▸ **Problem**
Whenever a line below includes the word "Nodes", copy that line.

(Beginning of Records supplied)

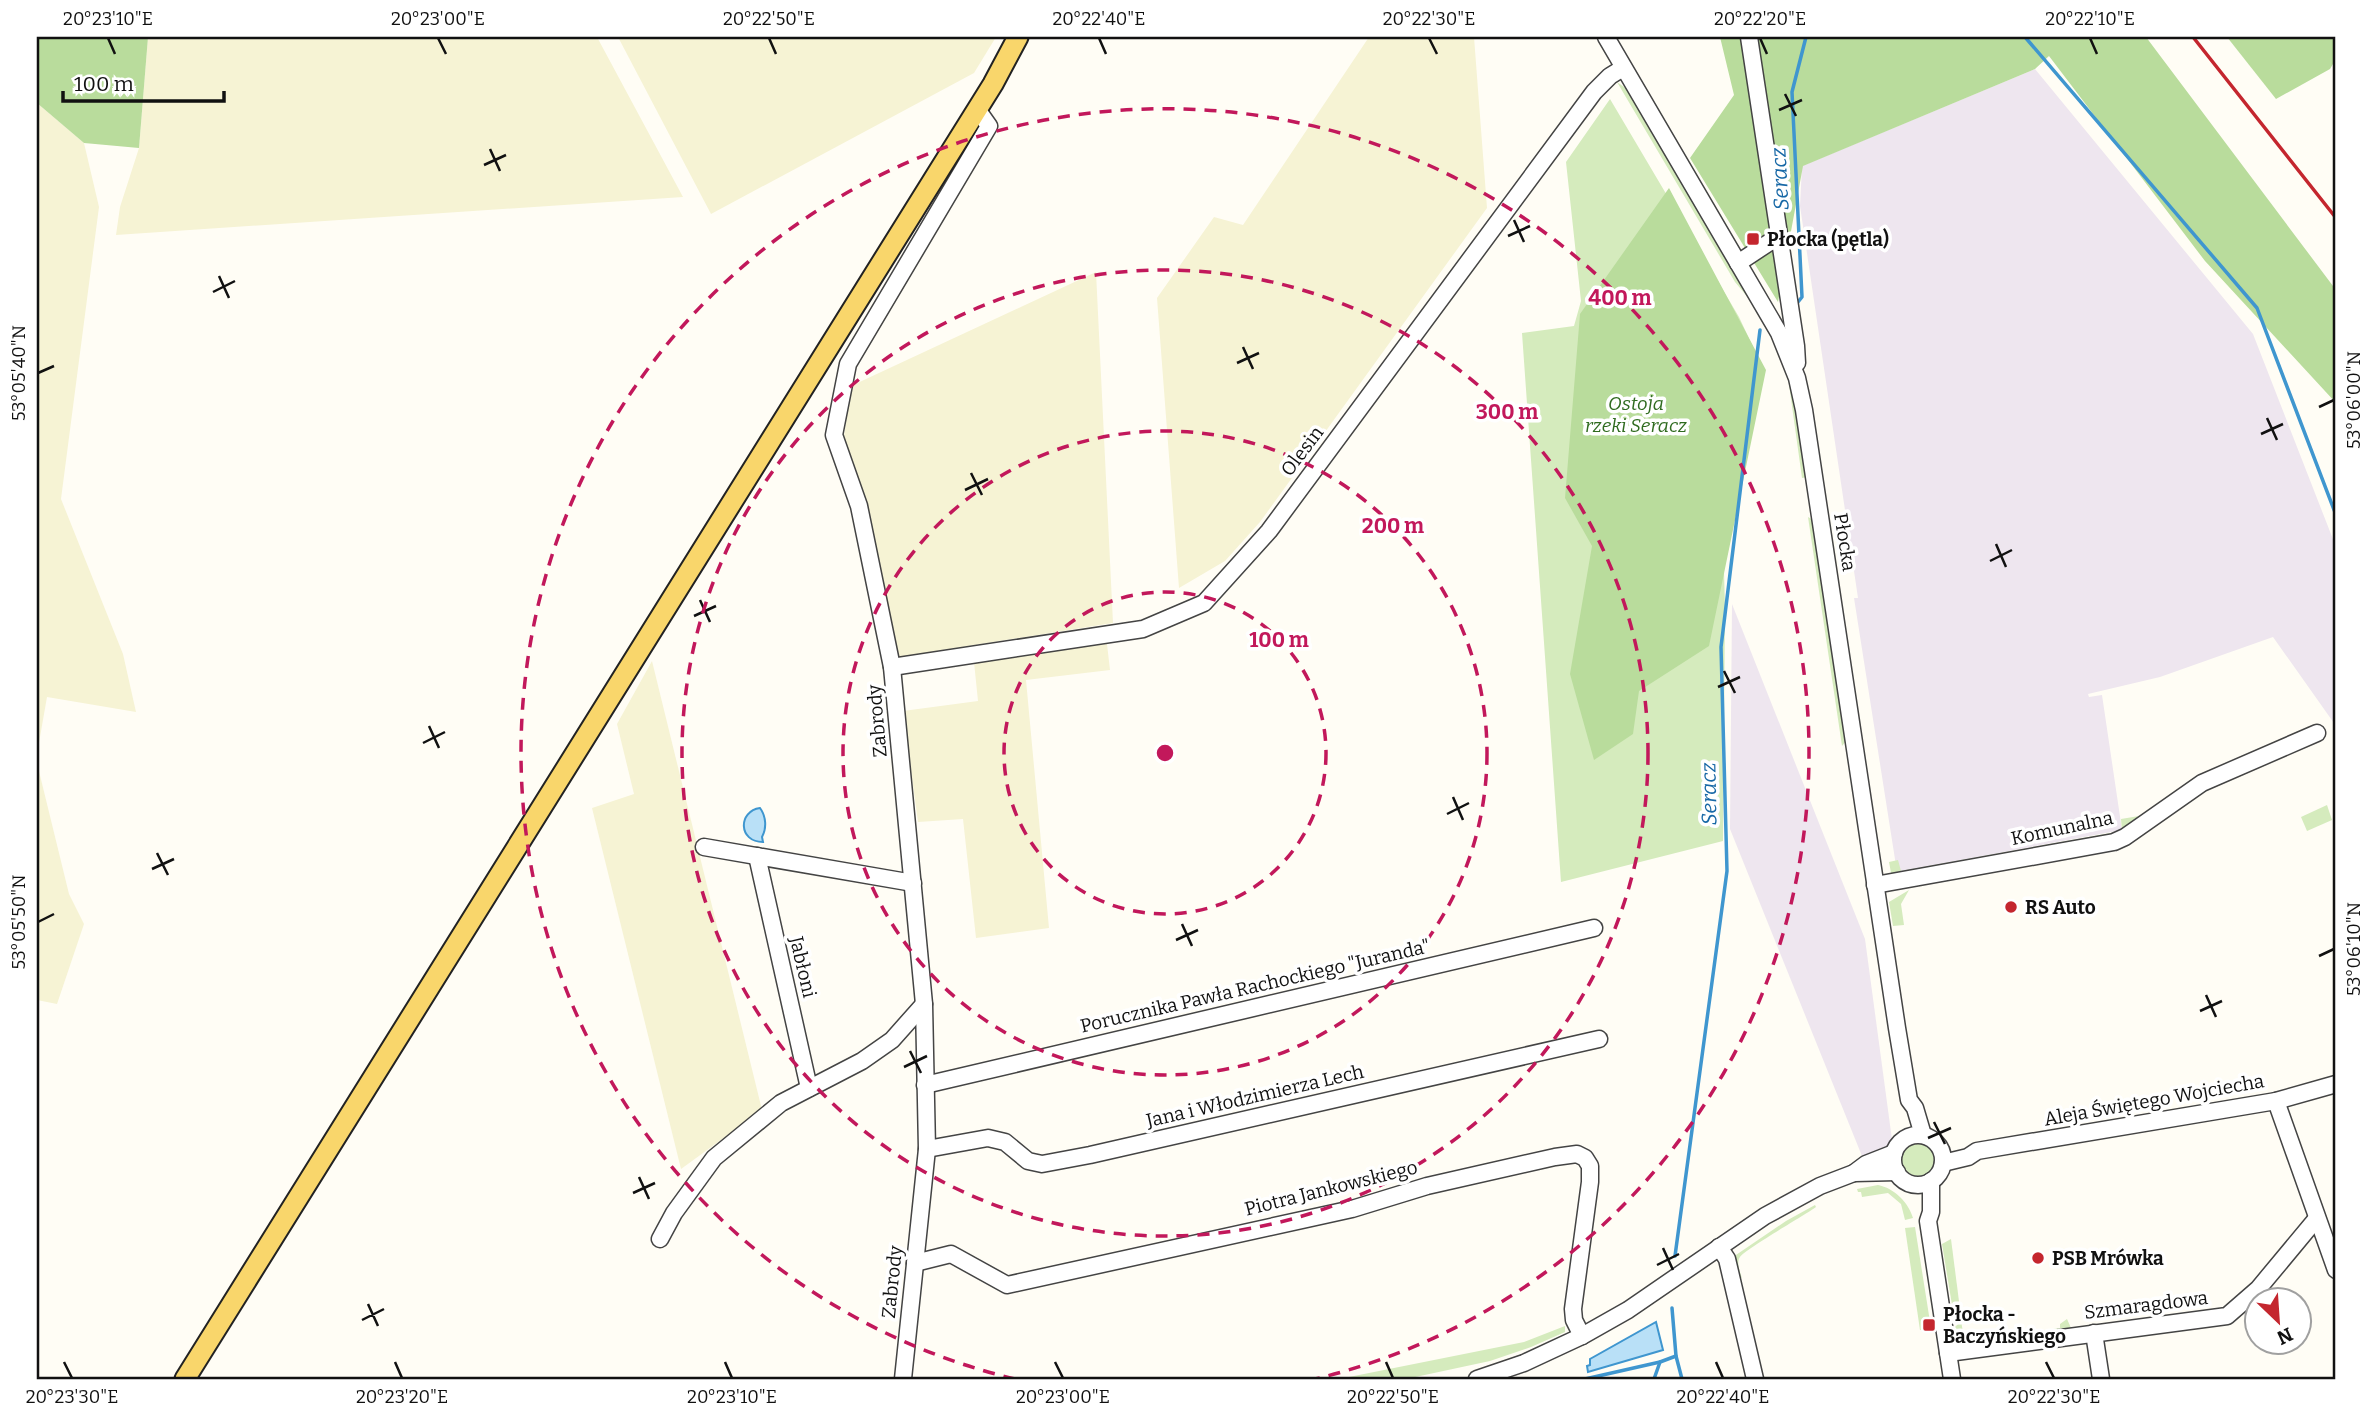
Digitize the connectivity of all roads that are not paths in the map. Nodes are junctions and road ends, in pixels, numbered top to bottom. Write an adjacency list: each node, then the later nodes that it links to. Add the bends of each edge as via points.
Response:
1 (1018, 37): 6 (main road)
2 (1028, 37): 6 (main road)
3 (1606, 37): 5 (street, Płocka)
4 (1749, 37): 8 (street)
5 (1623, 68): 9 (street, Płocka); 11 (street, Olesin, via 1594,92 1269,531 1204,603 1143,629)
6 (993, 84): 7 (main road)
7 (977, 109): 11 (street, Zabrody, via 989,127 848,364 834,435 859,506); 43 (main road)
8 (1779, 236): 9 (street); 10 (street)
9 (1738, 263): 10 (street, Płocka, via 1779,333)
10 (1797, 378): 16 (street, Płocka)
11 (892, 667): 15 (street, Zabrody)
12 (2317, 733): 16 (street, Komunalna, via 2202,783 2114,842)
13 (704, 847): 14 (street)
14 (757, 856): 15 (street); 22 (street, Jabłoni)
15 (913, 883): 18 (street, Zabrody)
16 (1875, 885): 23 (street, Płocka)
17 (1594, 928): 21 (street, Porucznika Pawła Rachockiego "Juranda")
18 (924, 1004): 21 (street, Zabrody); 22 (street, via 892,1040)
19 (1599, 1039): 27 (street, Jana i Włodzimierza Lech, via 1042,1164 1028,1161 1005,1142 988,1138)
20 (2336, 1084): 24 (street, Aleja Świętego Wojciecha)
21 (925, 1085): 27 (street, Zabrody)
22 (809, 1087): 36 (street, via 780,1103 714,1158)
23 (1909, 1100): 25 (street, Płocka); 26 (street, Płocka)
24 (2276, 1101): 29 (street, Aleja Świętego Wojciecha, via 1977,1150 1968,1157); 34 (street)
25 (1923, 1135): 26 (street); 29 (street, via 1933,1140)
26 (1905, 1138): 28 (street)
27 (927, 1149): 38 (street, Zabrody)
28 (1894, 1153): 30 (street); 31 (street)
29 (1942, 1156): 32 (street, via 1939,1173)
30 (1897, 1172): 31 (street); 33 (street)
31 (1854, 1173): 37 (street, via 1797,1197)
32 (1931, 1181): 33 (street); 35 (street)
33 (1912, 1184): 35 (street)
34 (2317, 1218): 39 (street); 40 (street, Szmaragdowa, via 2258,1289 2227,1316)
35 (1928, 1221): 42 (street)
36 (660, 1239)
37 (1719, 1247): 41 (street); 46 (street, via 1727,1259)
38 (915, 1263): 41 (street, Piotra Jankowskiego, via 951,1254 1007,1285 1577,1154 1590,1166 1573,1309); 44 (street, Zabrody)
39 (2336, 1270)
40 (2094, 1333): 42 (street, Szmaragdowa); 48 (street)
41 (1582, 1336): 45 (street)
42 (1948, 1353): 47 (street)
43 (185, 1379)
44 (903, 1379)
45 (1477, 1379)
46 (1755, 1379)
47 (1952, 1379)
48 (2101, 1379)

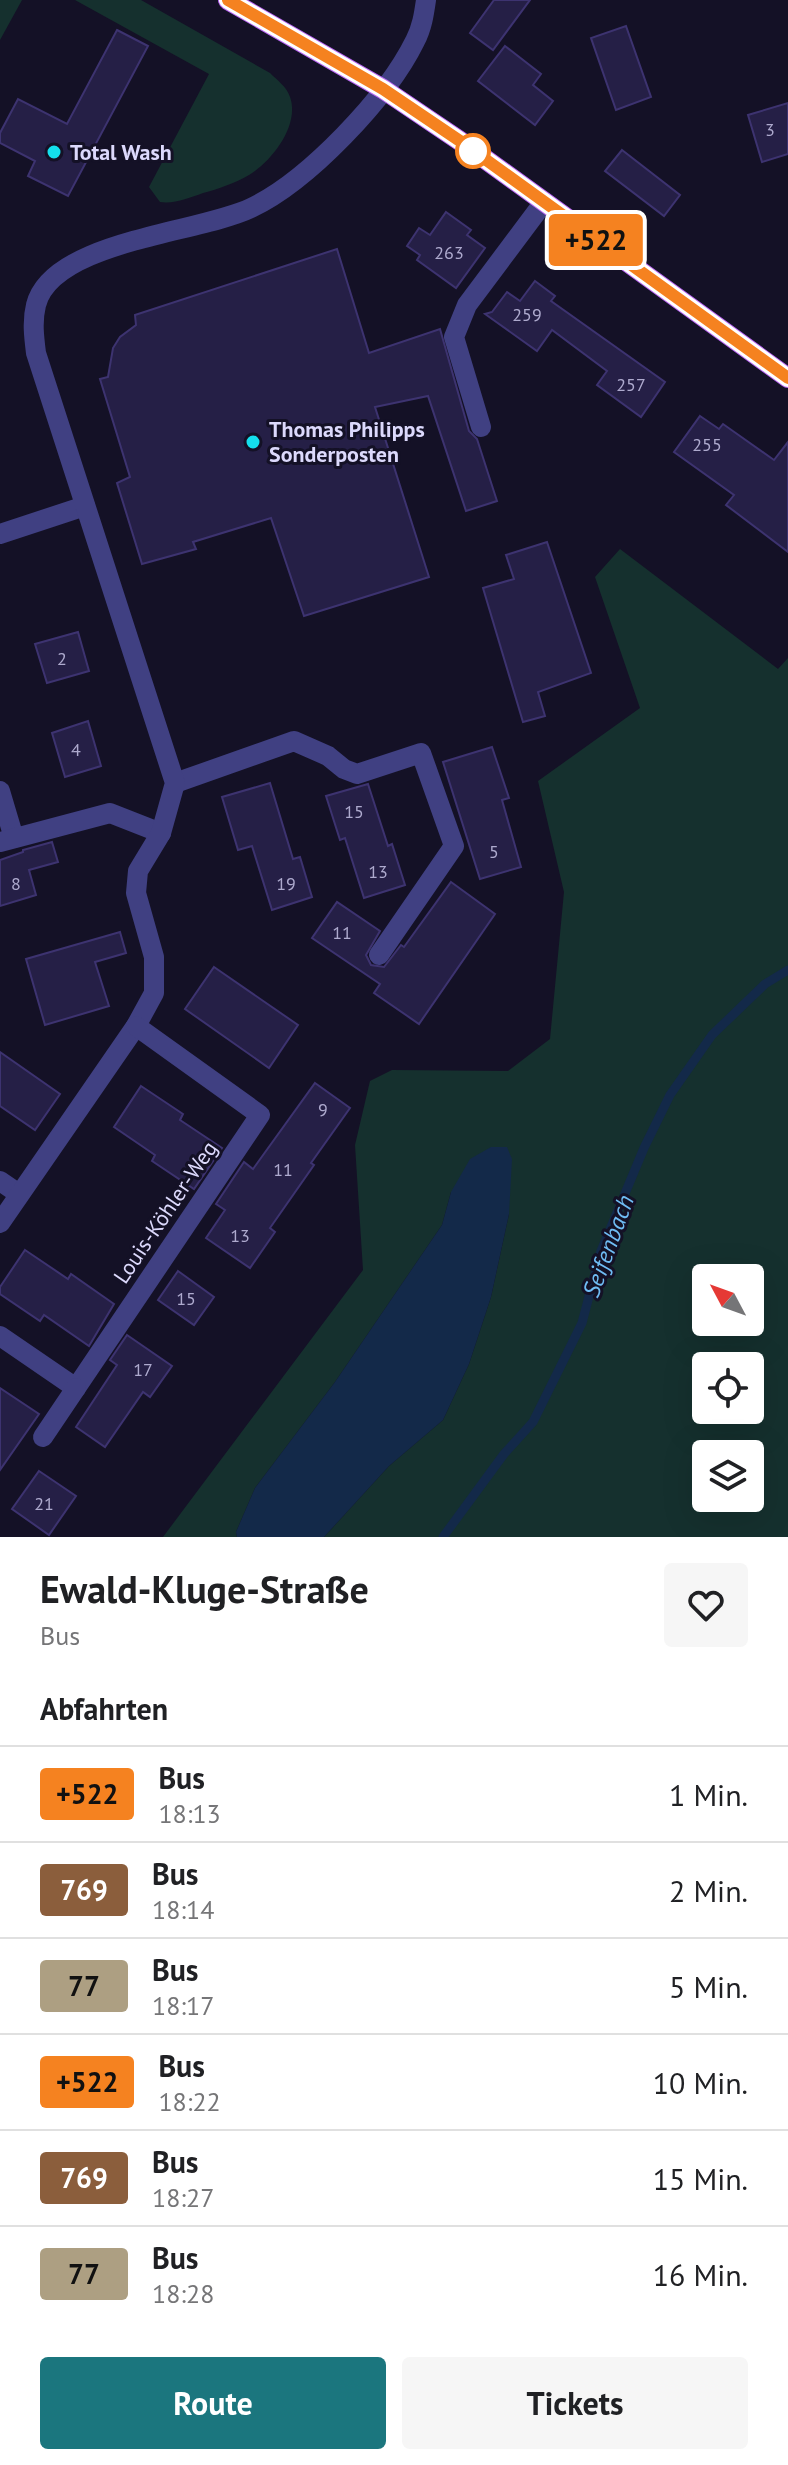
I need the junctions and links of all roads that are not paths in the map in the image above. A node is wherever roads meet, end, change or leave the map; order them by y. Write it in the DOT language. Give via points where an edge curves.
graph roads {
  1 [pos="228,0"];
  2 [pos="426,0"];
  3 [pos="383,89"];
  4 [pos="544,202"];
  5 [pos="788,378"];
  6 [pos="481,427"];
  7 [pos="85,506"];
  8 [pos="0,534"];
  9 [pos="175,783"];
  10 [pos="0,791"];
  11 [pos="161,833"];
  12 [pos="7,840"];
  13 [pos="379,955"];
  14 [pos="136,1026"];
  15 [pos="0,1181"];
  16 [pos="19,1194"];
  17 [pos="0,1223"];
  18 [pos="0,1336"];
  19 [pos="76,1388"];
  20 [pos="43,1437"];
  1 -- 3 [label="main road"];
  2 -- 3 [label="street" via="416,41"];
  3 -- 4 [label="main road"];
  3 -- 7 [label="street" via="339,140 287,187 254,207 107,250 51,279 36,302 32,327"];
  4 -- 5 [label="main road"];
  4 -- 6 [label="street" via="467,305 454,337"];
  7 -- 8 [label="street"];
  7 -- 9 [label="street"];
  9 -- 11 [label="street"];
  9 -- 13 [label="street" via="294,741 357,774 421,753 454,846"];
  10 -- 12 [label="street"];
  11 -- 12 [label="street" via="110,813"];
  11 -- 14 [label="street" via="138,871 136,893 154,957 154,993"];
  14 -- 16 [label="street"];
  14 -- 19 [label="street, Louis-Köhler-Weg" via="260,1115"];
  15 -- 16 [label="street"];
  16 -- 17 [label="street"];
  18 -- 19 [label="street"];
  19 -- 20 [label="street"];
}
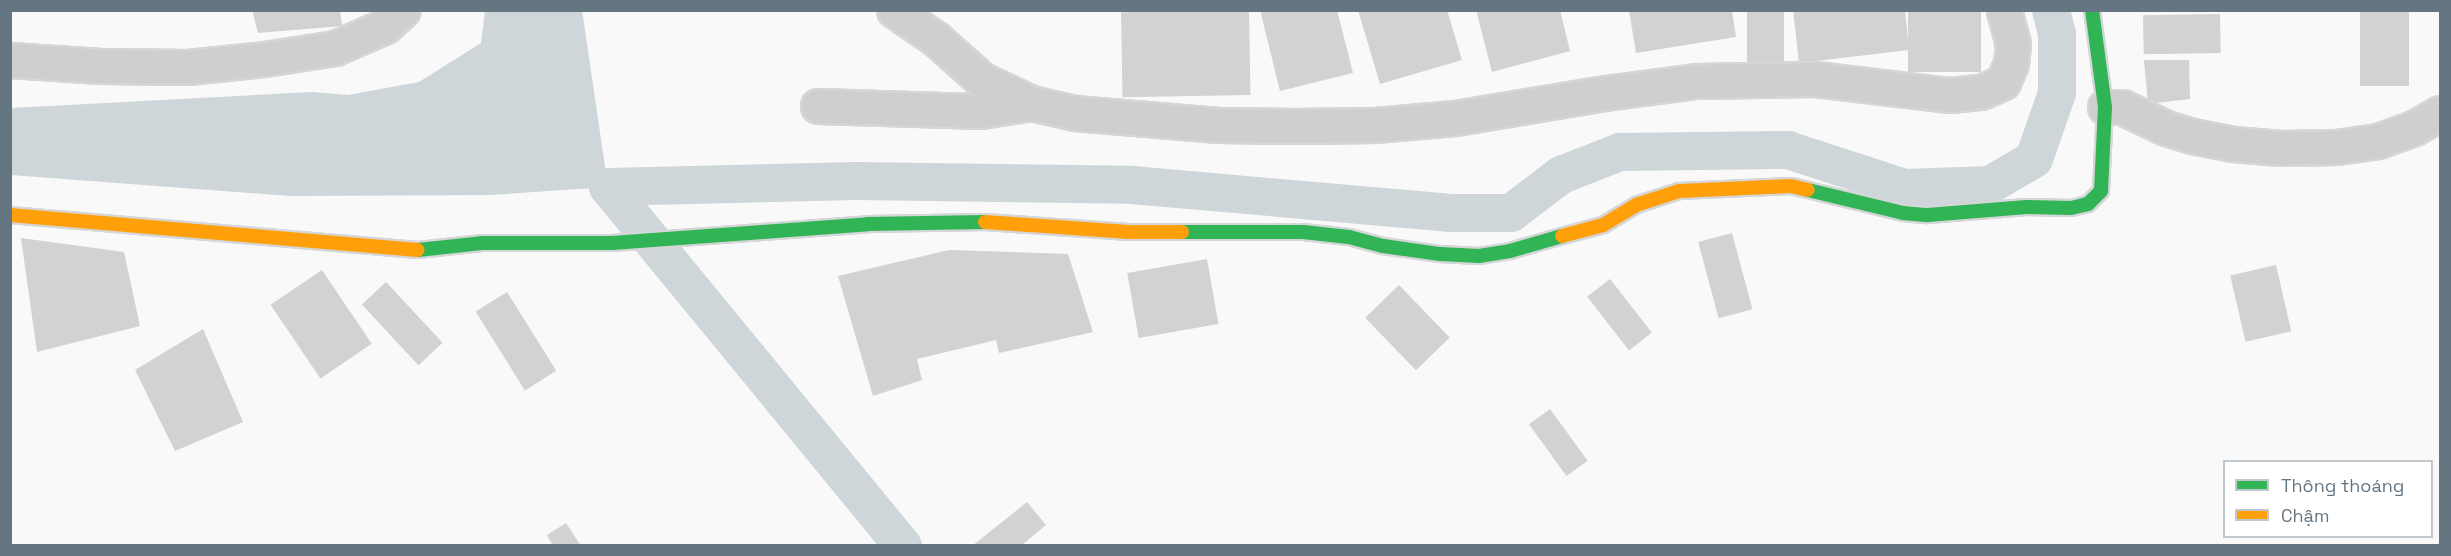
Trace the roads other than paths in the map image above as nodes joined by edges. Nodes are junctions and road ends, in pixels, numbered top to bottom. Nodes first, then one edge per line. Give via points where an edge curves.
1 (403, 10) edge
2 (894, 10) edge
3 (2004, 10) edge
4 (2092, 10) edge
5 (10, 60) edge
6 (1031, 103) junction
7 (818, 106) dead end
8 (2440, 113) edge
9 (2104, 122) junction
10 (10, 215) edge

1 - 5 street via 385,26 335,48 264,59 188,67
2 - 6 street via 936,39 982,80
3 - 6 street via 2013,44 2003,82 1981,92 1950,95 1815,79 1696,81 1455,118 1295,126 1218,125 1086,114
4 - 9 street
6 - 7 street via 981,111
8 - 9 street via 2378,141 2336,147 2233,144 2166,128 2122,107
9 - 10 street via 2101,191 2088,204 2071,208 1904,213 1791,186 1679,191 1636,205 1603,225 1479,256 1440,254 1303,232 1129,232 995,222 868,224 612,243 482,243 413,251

(End of Records supplied)

▸ **Solution below**
Digitize the connectivity of all roads that are not paths in the map. Nodes are junctions and road ends, in pixels, numbered top to bottom. Write an adjacency list: each node, then the later nodes that it links to. Add the bends of each edge as via points.
Trace the roads other than paths in the map image above as nodes joined by edges. Nodes are junctions and road ends, in pixels, numbered top to bottom. Nodes first, then one edge per line. Give via points where an edge curves.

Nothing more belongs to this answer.